Par Serge Aimé Bikoi et Jean Charles Biyo’o Ella
“Quand on constate qu’à mon âge à 9ans, j’ai la méningite, j’ai la tuberculose en même temps et le médecin de la famille, travaillant dans le domaine, demande qu’on me fasse le test, on a fait le test pour la première fois négatif ; 2ème fois négatif ; 3ème fois positif. Puisque à chaque fois, il demandait qu’on refasse. Il suspectait le Vih. C’est la 3ème fois que ça sort positif. Vous savez, au cours de ces années-là, le test n’était pas encore comme aujourd’hui “.
Neuf ans, un âge bouleversant dans la vie de Bruno. C’est à cette période exactement que ses parents découvrent, à la suite d’une série d’examens, que ce jeune
enfant, maladif depuis la naissance, est porteur d’un virus, le Vih. Un coup dur pour la famille, raconte-t-il:
” Quand je passe quelque part où l’on parle mal des séropositifs, je prends la peine de leur faire comprendre que je suis séropositif et que, lorsqu’ils n’ont pas la bonne information, qu’ils se rapprochent de ceux-là au lieu de lancer des paroles qui blessent. C’est pour ça que beaucoup de nos frères se cachent encore, s’auto-discriminent à cause de ces informations-là parce que au quartier, on sait que le Vih, c’est le Sida. Donc, un séropositif, c’est un sidéen. Ce qui est vraiment aberrant, ce qui est vraiment insultant pour nous”.
Bruno est né d’une mère séropositive. Une mère aux côtés de son fils durant toutes les dures épreuves de la
maladie jusqu’à sa disparition en 2012. Aujourd’hui, avec une charge virale négative, Bruno ne fait plus la
maladie et ne peut non plus transmettre le virus, sauf par voie sanguine.

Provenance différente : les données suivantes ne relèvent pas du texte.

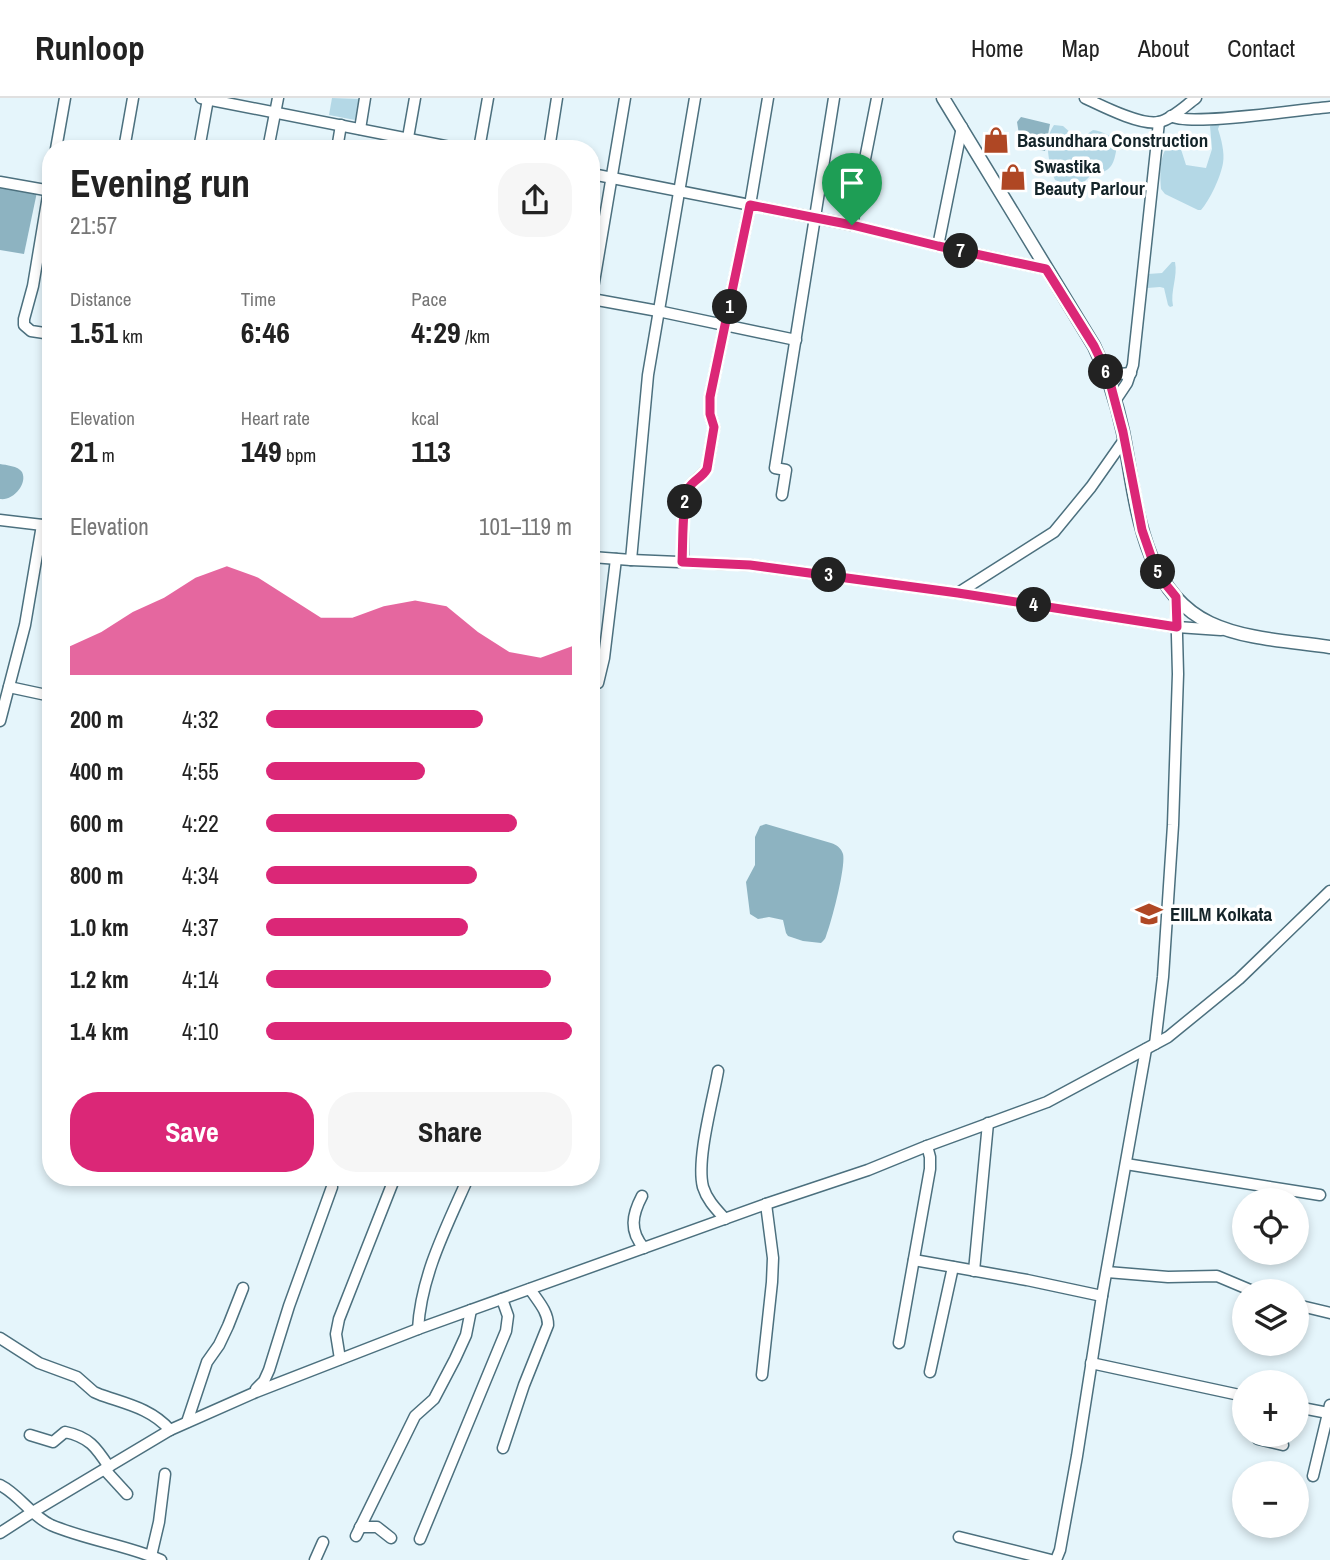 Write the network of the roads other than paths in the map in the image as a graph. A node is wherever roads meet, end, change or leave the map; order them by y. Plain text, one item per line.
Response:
1 (65, 98) edge
2 (133, 98) edge
3 (278, 98) edge
4 (365, 98) edge
5 (415, 98) edge
6 (488, 98) edge
7 (557, 98) edge
8 (625, 98) edge
9 (695, 98) edge
10 (768, 98) edge
11 (834, 98) edge
12 (877, 98) edge
13 (943, 98) edge
14 (1196, 98) edge
15 (205, 99) edge
16 (1090, 99) edge
17 (222, 100) edge
18 (1330, 107) edge
19 (276, 113) junction
20 (1171, 116) junction
21 (1159, 122) junction
22 (341, 125) junction
23 (962, 127) junction
24 (360, 129) junction
25 (58, 140) edge
26 (126, 140) edge
27 (200, 140) edge
28 (270, 140) edge
29 (338, 140) edge
30 (394, 140) edge
31 (408, 140) edge
32 (481, 140) edge
33 (550, 140) edge
34 (600, 176) edge
35 (612, 178) junction
36 (0, 182) edge
37 (42, 190) edge
38 (680, 192) junction
39 (750, 205) junction
40 (816, 218) junction
41 (852, 225) junction
42 (42, 236) edge
43 (938, 246) junction
44 (600, 249) edge
45 (1046, 269) junction
46 (600, 298) edge
47 (658, 311) junction
48 (726, 325) junction
49 (42, 333) edge
50 (796, 340) junction
51 (1131, 373) junction
52 (1108, 375) junction
53 (1115, 401) junction
54 (1124, 440) junction
55 (782, 495) dead end
56 (0, 520) edge
57 (42, 525) edge
58 (42, 544) edge
59 (600, 558) edge
60 (616, 559) junction
61 (631, 560) junction
62 (682, 562) junction
63 (958, 593) junction
64 (1176, 597) junction
65 (1177, 627) junction
66 (1229, 630) junction
67 (1330, 647) edge
68 (600, 674) edge
69 (9, 687) junction
70 (42, 694) edge
71 (0, 721) edge
72 (1330, 891) edge
73 (1151, 1046) junction
74 (718, 1074) dead end
75 (988, 1123) junction
76 (927, 1146) junction
77 (1125, 1164) junction
78 (391, 1186) edge
79 (465, 1186) edge
80 (332, 1188) dead end
81 (1320, 1195) dead end
82 (642, 1196) dead end
83 (766, 1205) junction
84 (724, 1219) junction
85 (644, 1248) junction
86 (914, 1260) junction
87 (953, 1267) junction
88 (974, 1270) junction
89 (1107, 1272) junction
90 (1232, 1282) edge
91 (243, 1288) dead end
92 (530, 1289) junction
93 (1102, 1296) junction
94 (502, 1299) junction
95 (1309, 1308) edge
96 (471, 1310) junction
97 (1330, 1313) edge
98 (418, 1329) junction
99 (0, 1338) edge
100 (899, 1343) dead end
101 (340, 1359) junction
102 (1091, 1363) junction
103 (930, 1371) dead end
104 (762, 1375) dead end
105 (256, 1392) junction
106 (1232, 1393) edge
107 (1309, 1408) edge
108 (1329, 1409) edge
109 (187, 1422) junction
110 (170, 1430) junction
111 (30, 1435) dead end
112 (503, 1448) dead end
113 (107, 1469) junction
114 (165, 1474) dead end
115 (1313, 1476) dead end
116 (0, 1485) edge
117 (127, 1494) dead end
118 (31, 1513) junction
119 (0, 1533) edge
120 (959, 1537) dead end
121 (391, 1538) dead end
122 (419, 1539) dead end
123 (323, 1542) dead end
124 (156, 1558) edge
125 (315, 1560) edge
126 (1051, 1560) edge
127 (1056, 1560) edge

1 - 25 street
2 - 26 street
3 - 19 street
4 - 24 street
5 - 31 street
6 - 32 street
7 - 33 street
8 - 35 street
9 - 38 street
10 - 39 street
11 - 40 street
12 - 41 street
13 - 23 main road
14 - 20 street
15 - 17 street
15 - 27 street
16 - 21 street
17 - 19 street
18 - 20 street
19 - 22 street
19 - 28 street
20 - 21 street
21 - 51 street
22 - 24 street
22 - 29 street
23 - 43 street
23 - 45 main road
24 - 30 street
34 - 35 street
35 - 38 street
35 - 44 street
36 - 37 street
38 - 39 street
38 - 47 street
39 - 40 street
39 - 48 street
40 - 41 street
40 - 50 street
41 - 43 street
42 - 49 street
43 - 45 street
45 - 52 main road
46 - 47 street
47 - 48 street
47 - 61 street
48 - 50 street
48 - 62 street
50 - 55 street
51 - 52 street
51 - 53 street
52 - 53 main road
53 - 54 main road
54 - 63 street
54 - 64 main road
56 - 57 street
58 - 69 street
59 - 60 street
60 - 61 street
60 - 68 street
61 - 62 street
62 - 63 street
63 - 65 street
64 - 65 street
64 - 66 main road
65 - 66 street
65 - 73 street
66 - 67 main road
69 - 70 street
69 - 71 street
72 - 73 street
73 - 75 street
73 - 77 street
74 - 84 street
75 - 76 street
75 - 88 street
76 - 83 street
76 - 86 street
77 - 81 street
77 - 89 street
78 - 101 street
79 - 98 street
80 - 105 street
82 - 85 street
83 - 84 street
83 - 104 street
84 - 85 street
85 - 92 street
86 - 87 street
86 - 100 street
87 - 88 street
87 - 103 street
88 - 93 street
89 - 90 street
89 - 93 street
91 - 109 street
92 - 94 street
92 - 112 street
93 - 102 street
94 - 96 street
94 - 122 street
95 - 97 street
96 - 98 street
96 - 121 street
98 - 101 street
99 - 110 street
101 - 105 street
102 - 106 street
102 - 127 street
105 - 109 street
107 - 108 street
108 - 115 street
109 - 110 street
110 - 113 street
111 - 113 street
113 - 117 street
113 - 118 street
114 - 124 street
116 - 118 street
118 - 119 street
118 - 124 street
120 - 126 street
123 - 125 street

Toujours sous traitements
antirétroviraux, ce jeune garçon dit s’être remis du
traumatisme psychologique. Titulaire d’un Master en Droit
public, il multiplie des actions de sensibilisation auprès des jeunes.
“Donc, c’est depuis 2016 que j’ai découvert que j’étais porteur du virus et c’est vrai que ça m’a beaucoup affecté parce que j’ai contracté le virus dans un pays dont je vais taire le nom. Je sais que je menais une vie de débauche. J’ai fait là-bas cinq ans. Après la 2ème, 3ème année, ma santé n’était plus normale. C’est quand je suis donc venu au Cameroun passer les vacances que j’ai constaté que j’étais porteur de virus. Mais dans le coup, je n’ai pas accepté ça. Il fallait que je rentre. Je suis rentré encore dans ce pays-là. Là-bas, la maladie s’est aggravée. Quand je reviens, il fallait vraiment que je me remette sur traitement”.
A l’inverse de Bruno, Baudelaire, quant à lui, a contracté le
virus par voie sexuelle. Une fois sous traitement, Baudelaire a cessé de faire la maladie. Mais entre-temps, il aura eu une vie familiale
brisée. Rejeté par les siens et stigmatisé par la société, il s’est lancé dans la pair-éducation au sein d’une association de personnes vivant avec le Vih encadrée par le Recap+. Narcisse Deli est le coordonnateur du Réseau des associations des personnes vivant avec le Vih.
“Nous sommes, souvent, butés par l’indisponibilité de ces instants, tests de dépistage Vih et, de plus en plus, même si on ne doit pas cracher sur ce que le gouvernement camerounais et les partenaires font déjà pour la disponibilité des antirétroviraux. Ça se fait quand-même ressentir à certains endroits. Dans certains sites, c’est indisponible surtout en direction des adolescents et des jeunes où parfois, l’on se retrouve en train de compter les comprimés pour pouvoir les leur donner. Donc, les difficultés majeures tournent autour de l’arrêt des financements et de l’indisponibilité des intrants pour pouvoir mener nos activités quotidiennes”.
Selon le ministère camerounais de la Santé publique(Minsanté),
près de 500 mille personnes vivant avec le Vih ont été, c’est un rappel, identifiées en 2021. Si N. Deli regrette le décès de plus 12 mille patients, il note, en outre, une prévalence non-négligeable chez la femme enceinte et les nourrissons.